The Synergism Or Long Duration (SOLD) Study

This study is currently recruiting participants.
Verified November 2012 by Finnish Breast Cancer Group
Sponsor:
Information provided by (Responsible Party):
Finnish Breast Cancer Group
ClinicalTrials.gov Identifier:
NCT00593697
First received: January 3, 2008
Last updated: November 16, 2012
Last verified: November 2012
  Purpose

The purpose of the study is to compare disease-free survival (DFS) of women treated with concomitant trastuzumab plus docetaxel followed by FEC to that of the women treated with the same regimen followed by single-agent trastuzumab to complete one year of trastuzumab administration as adjuvant treatments of early HER2-positive breast cancer.

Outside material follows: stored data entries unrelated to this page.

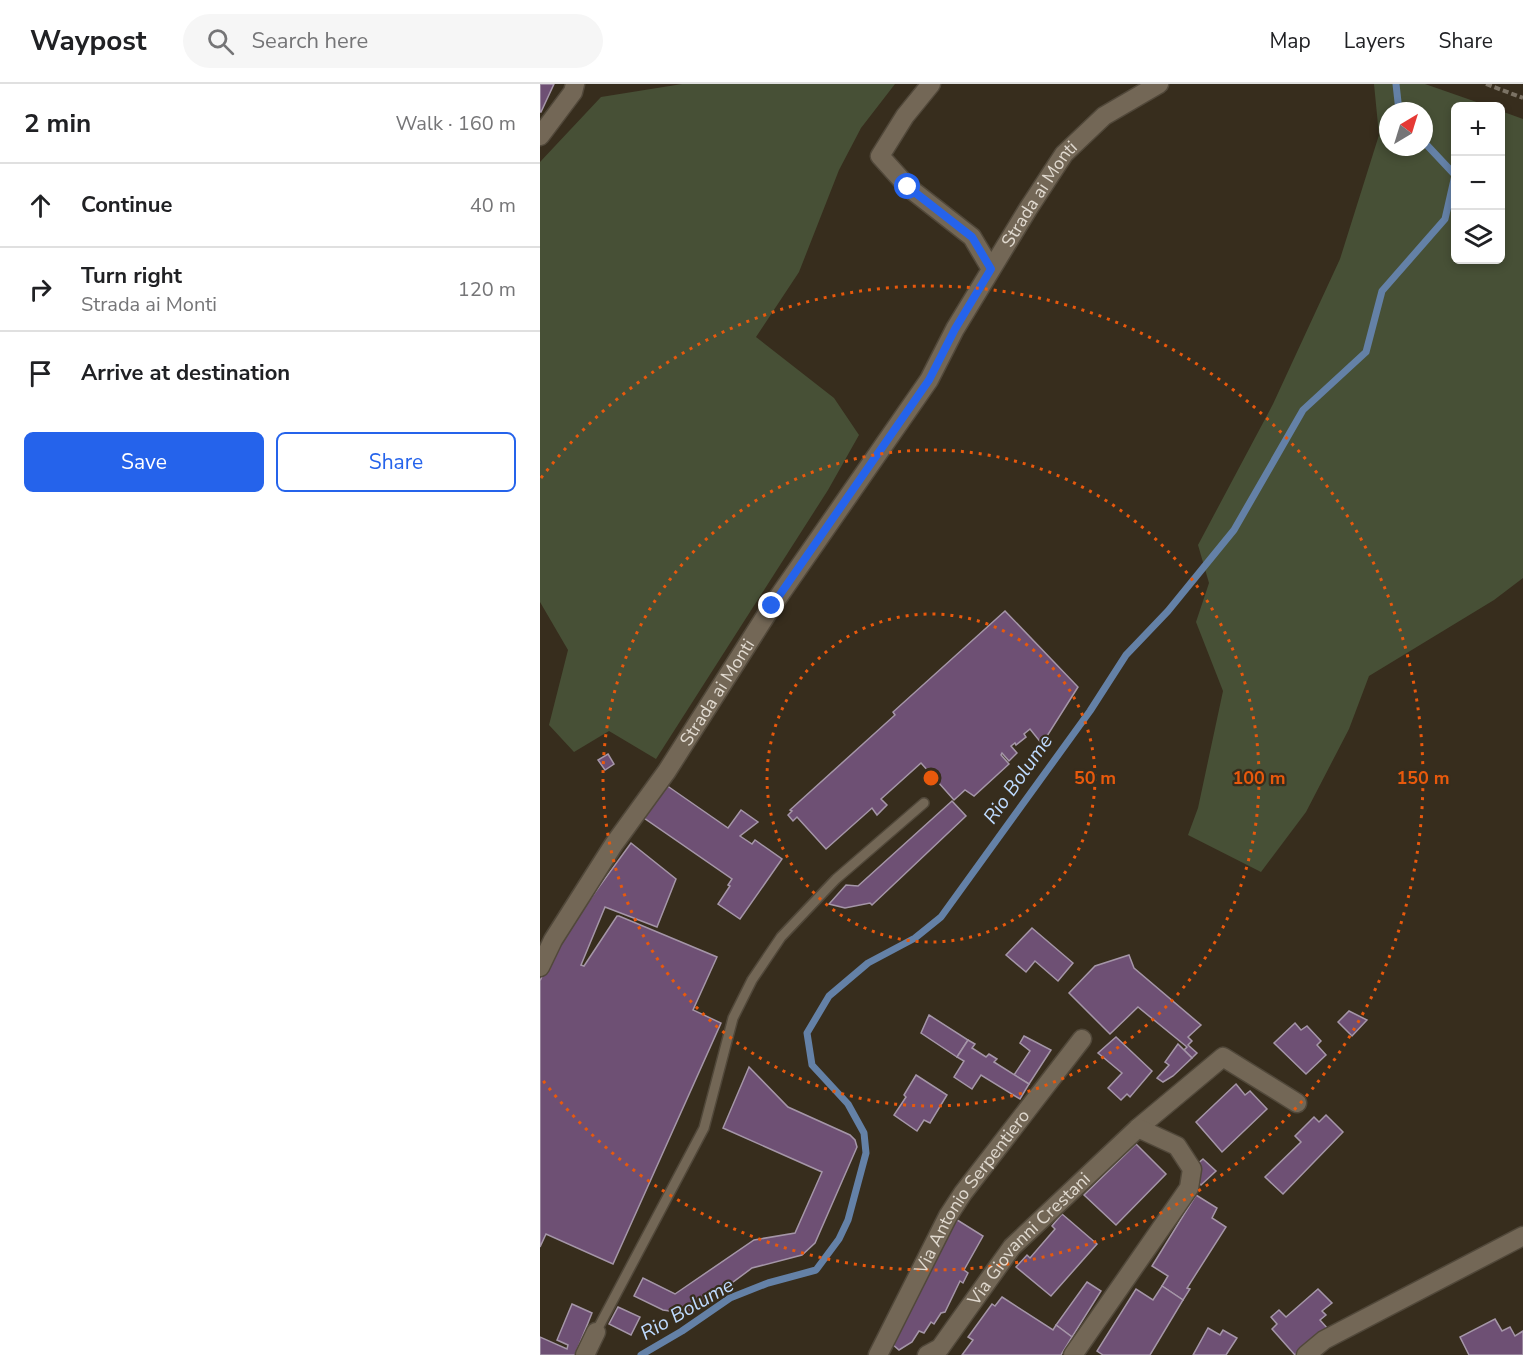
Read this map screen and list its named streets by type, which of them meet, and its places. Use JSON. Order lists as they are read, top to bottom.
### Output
{
  "streets": {
    "street": ["Strada ai Monti", "Via Antonio Serpentiero", "Via Giovanni Crestani"]
  },
  "water": ["Rio Bolume"],
  "north": "top right",
  "page": {
    "header": "Waypost",
    "search": "Search here",
    "nav": ["Map", "Layers", "Share"],
    "heading": ["2 min", "Walk · 160 m"],
    "map_buttons": ["+", "−"],
    "list": [
      ["Continue", "40 m"],
      ["Turn right", "Strada ai Monti", "120 m"],
      "Arrive at destination"
    ],
    "buttons": ["Save", "Share"]
  },
  "rings": ["50 m", "100 m", "150 m"]
}
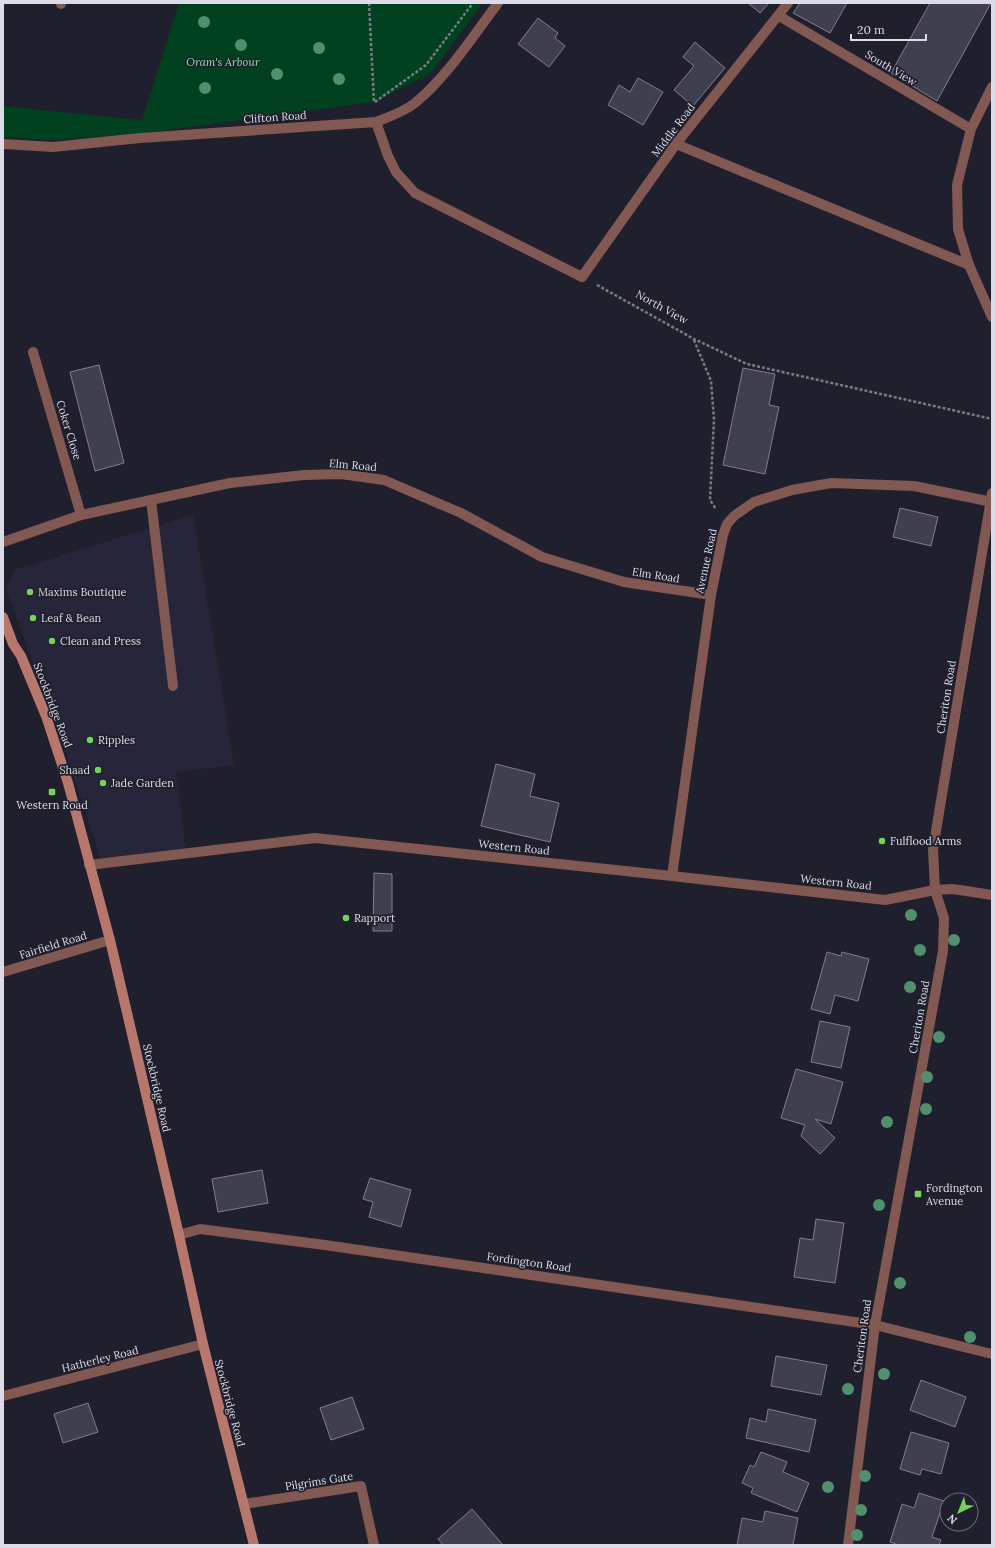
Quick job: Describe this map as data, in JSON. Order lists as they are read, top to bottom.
{
  "streets": {
    "main road": ["Stockbridge Road"],
    "street": [
      "South View",
      "Clifton Road",
      "Middle Road",
      "Coker Close",
      "Elm Road",
      "Avenue Road",
      "Cheriton Road",
      "Western Road",
      "Fairfield Road",
      "Fordington Road",
      "Hatherley Road",
      "Pilgrims Gate"
    ],
    "path": ["North View"]
  },
  "crossings": [
    ["South View", "Middle Road"],
    ["Middle Road", "North View"],
    ["Coker Close", "Elm Road"],
    ["Elm Road", "Avenue Road"],
    ["Avenue Road", "Cheriton Road"],
    ["Avenue Road", "Western Road"],
    ["Cheriton Road", "Western Road"],
    ["Cheriton Road", "Fordington Road"],
    ["Stockbridge Road", "Western Road"],
    ["Stockbridge Road", "Fairfield Road"],
    ["Stockbridge Road", "Fordington Road"],
    ["Stockbridge Road", "Hatherley Road"],
    ["Stockbridge Road", "Pilgrims Gate"]
  ],
  "parks": ["Oram's Arbour"],
  "places": {
    "other": [
      "Maxims Boutique",
      "Leaf & Bean",
      "Clean and Press",
      "Ripples",
      "Shaad",
      "Jade Garden",
      "Fulflood Arms",
      "Rapport"
    ],
    "transit": ["Western Road", "Fordington Avenue"]
  },
  "scale_bar": "20 m",
  "north": "bottom left"
}
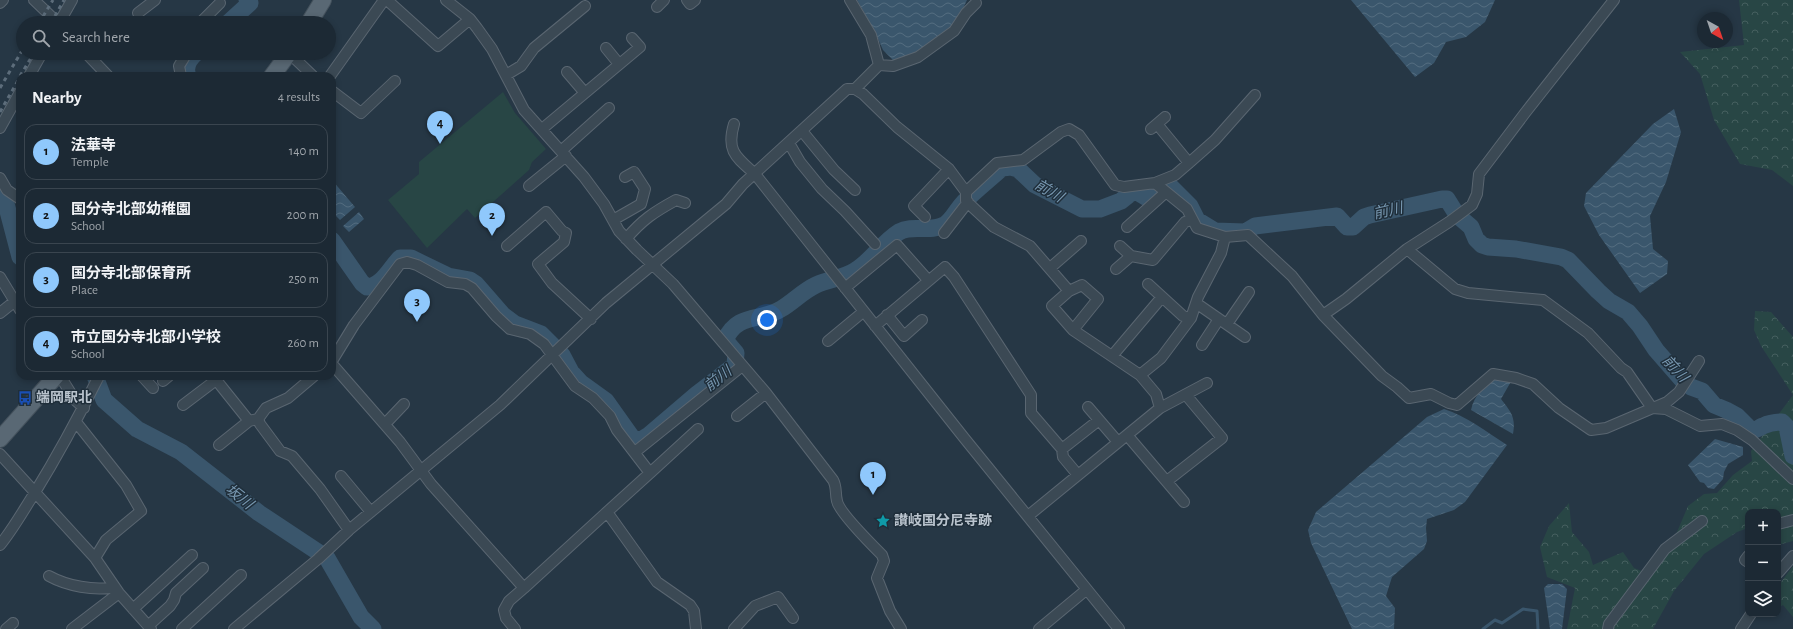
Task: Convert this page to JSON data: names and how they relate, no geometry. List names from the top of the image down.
{
  "water": ["前川", "坂川"],
  "places": {
    "bus stop": ["端岡駅北"],
    "place": ["讃岐国分尼寺跡"]
  },
  "north": "bottom right",
  "page": {
    "search": "Search here",
    "heading": ["Nearby", "4 results"],
    "pins": [
      "4",
      "2",
      "3",
      "1"
    ],
    "list": [
      {
        "mark": "1",
        "name": "法華寺",
        "note": "Temple",
        "value": "140 m"
      },
      {
        "mark": "2",
        "name": "国分寺北部幼稚園",
        "note": "School",
        "value": "200 m"
      },
      {
        "mark": "3",
        "name": "国分寺北部保育所",
        "note": "Place",
        "value": "250 m"
      },
      {
        "mark": "4",
        "name": "市立国分寺北部小学校",
        "note": "School",
        "value": "260 m"
      }
    ],
    "map_buttons": ["+", "−"]
  }
}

Condition Intervention Phase
Breast Neoplasms
Drug: trastuzumab (9 weeks) + docetaxel
Drug: trastuzumab (9 weeks) + docetaxel + CEF + trastuzumab (up to 51 weeks)
Phase 3

Study Type: Interventional
Study Design: Allocation: Randomized
Endpoint Classification: Safety/Efficacy Study
Intervention Model: Parallel Assignment
Masking: Open Label
Primary Purpose: Treatment
Official Title: A Randomized Phase III Study Comparing Trastuzumab Plus Docetaxel (HT) Followed by 5-FU, Epirubicin, and Cyclophosphamide (FEC) to the Same Regimen Followed by Single-agent Trastuzumab as Adjuvant Treatments for Early Breast Cancer

Resource links provided by NLM:


Further study details as provided by Finnish Breast Cancer Group:

Primary Outcome Measures:
  • Disease-free survival (DFS) [ Time Frame: 3-10years ] [ Designated as safety issue: Yes ]

Secondary Outcome Measures:
  • Overall survival, distant disease-free survival, cardiac event-free disease-free survival, left ventricle ejection fractions, adverse events, quality of life [ Time Frame: 3-10years ] [ Designated as safety issue: Yes ]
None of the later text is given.